PDF(Pubmed)
Abstract:
Antibodies (mAbs) and antibody fragments (Fabs) constitute one of the largest and most rapidly expanding groups of protein pharmaceuticals. In particular, antibody fragments have certain advantages over mAbs in some therapeutic settings. However, due to their greater chemical diversity, they are more challenging to purify for large-scale production using a standard purification platform. Besides, the removal of Fab-related byproducts poses a difficult purification challenge. Alternative Fab purification platforms could expedite their commercialization and reduce the cost and time invested. Accordingly, we employed a strong cation exchanger using a pH-based, highly linear gradient elution mode following Protein L affinity purification and developed a robust two-step purification platform for an antibody fragment.
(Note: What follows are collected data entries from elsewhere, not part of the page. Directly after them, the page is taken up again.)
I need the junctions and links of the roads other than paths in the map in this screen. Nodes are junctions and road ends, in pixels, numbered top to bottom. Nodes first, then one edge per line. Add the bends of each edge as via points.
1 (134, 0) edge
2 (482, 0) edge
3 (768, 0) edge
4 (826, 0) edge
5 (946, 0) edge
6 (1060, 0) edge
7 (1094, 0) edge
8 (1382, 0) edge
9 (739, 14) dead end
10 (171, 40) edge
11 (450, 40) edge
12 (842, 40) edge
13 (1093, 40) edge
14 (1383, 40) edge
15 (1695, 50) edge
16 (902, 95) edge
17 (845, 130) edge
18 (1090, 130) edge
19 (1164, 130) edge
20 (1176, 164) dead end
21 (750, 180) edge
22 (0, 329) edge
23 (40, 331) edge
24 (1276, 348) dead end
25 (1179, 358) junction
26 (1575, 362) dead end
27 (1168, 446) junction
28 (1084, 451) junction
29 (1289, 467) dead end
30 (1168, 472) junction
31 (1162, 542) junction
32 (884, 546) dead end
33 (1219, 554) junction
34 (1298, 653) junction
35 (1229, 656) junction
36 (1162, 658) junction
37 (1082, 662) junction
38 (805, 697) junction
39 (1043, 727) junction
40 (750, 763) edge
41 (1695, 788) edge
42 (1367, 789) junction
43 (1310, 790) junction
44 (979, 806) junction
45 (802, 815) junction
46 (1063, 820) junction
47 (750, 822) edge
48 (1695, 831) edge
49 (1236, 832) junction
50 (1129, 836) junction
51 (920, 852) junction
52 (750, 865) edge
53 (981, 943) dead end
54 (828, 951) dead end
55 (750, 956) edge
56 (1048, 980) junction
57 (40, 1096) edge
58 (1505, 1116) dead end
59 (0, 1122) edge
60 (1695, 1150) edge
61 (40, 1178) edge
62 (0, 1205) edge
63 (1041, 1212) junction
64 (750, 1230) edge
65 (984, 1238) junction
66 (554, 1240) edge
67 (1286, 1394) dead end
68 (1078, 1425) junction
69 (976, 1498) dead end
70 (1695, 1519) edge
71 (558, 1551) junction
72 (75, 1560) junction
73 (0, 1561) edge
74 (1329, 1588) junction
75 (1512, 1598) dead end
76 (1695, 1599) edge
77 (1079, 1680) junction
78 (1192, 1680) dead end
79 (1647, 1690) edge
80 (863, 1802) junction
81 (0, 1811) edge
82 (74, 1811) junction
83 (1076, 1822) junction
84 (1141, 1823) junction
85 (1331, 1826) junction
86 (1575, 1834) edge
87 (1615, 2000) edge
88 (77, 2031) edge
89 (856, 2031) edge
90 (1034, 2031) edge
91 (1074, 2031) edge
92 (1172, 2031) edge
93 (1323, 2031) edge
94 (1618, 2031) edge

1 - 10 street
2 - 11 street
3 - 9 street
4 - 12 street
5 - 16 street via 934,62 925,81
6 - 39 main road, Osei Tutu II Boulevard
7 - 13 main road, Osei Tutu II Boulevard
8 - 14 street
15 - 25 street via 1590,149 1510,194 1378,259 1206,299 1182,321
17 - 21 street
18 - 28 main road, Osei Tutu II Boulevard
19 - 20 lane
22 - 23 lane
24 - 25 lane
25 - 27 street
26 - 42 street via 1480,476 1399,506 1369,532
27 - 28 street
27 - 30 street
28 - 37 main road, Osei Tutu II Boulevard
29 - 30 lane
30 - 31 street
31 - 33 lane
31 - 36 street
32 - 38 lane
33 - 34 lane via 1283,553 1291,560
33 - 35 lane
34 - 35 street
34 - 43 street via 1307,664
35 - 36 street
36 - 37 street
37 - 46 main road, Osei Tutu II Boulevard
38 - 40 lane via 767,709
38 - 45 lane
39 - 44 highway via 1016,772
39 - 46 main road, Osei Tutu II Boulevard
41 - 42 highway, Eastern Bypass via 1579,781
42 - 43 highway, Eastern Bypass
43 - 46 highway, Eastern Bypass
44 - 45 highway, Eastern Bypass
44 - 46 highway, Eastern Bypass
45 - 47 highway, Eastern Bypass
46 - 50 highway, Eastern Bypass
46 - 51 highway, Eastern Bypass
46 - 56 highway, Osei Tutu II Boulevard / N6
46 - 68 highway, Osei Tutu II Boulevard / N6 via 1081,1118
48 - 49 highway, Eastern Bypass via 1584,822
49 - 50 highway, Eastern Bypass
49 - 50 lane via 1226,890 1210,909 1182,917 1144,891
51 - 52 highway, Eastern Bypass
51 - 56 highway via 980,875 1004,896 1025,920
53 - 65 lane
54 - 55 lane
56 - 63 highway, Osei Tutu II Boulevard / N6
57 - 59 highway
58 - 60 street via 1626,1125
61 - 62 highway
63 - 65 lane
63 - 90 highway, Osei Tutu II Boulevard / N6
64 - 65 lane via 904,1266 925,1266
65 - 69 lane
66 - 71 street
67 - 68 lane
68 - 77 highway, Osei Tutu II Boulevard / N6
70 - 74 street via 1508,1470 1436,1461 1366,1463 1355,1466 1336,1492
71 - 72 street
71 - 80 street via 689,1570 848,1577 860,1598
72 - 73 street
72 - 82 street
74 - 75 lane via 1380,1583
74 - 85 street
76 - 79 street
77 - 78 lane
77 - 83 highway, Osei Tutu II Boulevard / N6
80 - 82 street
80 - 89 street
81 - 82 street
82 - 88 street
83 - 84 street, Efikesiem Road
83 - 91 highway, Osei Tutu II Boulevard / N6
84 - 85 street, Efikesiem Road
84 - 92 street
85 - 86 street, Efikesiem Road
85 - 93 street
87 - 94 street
The optimized pH gradient elution conditions were determined on the basis of purity level, yield, and the abundance of Fab-related impurities, particularly free light chain. The purified Fab molecule Ranibizumab possessed a high degree of similarity to its originator Lucentis. The developed purification platform highly intensified the process and provided successful clearance of formulated Fab- and process-related impurities (∼98 %) with an overall process recovery of 50 % and, thus, might be a new option for Fab purification for both academic and industrial purposes.
摘要:
抗体(mAb)和抗体片段(Fab)构成最大和最快速扩展的蛋白质药物组之一。特别是,在一些治疗环境中,抗体片段比单克隆抗体具有某些优势.然而,由于它们更大的化学多样性,它们对于使用标准纯化平台进行大规模生产的纯化更具挑战性。此外,Fab相关副产物的去除带来了困难的纯化挑战。替代Fab纯化平台可以加快其商业化并降低成本和投入的时间。因此,我们使用了一种基于pH的强阳离子交换剂,蛋白L亲和纯化后的高度线性梯度洗脱模式,并为抗体片段开发了强大的两步纯化平台。基于纯度水平确定优化的pH梯度洗脱条件,产量,以及大量的Fab相关杂质,特别是自由轻链。纯化的Fab分子Ranibizumab与其鼻祖Lucentis具有高度的相似性。开发的纯化平台高度强化了该过程,并成功清除了配制的Fab和与过程相关的杂质(〜98%),总体过程回收率为50%,并且因此,可能是用于学术和工业目的的Fab纯化的新选择。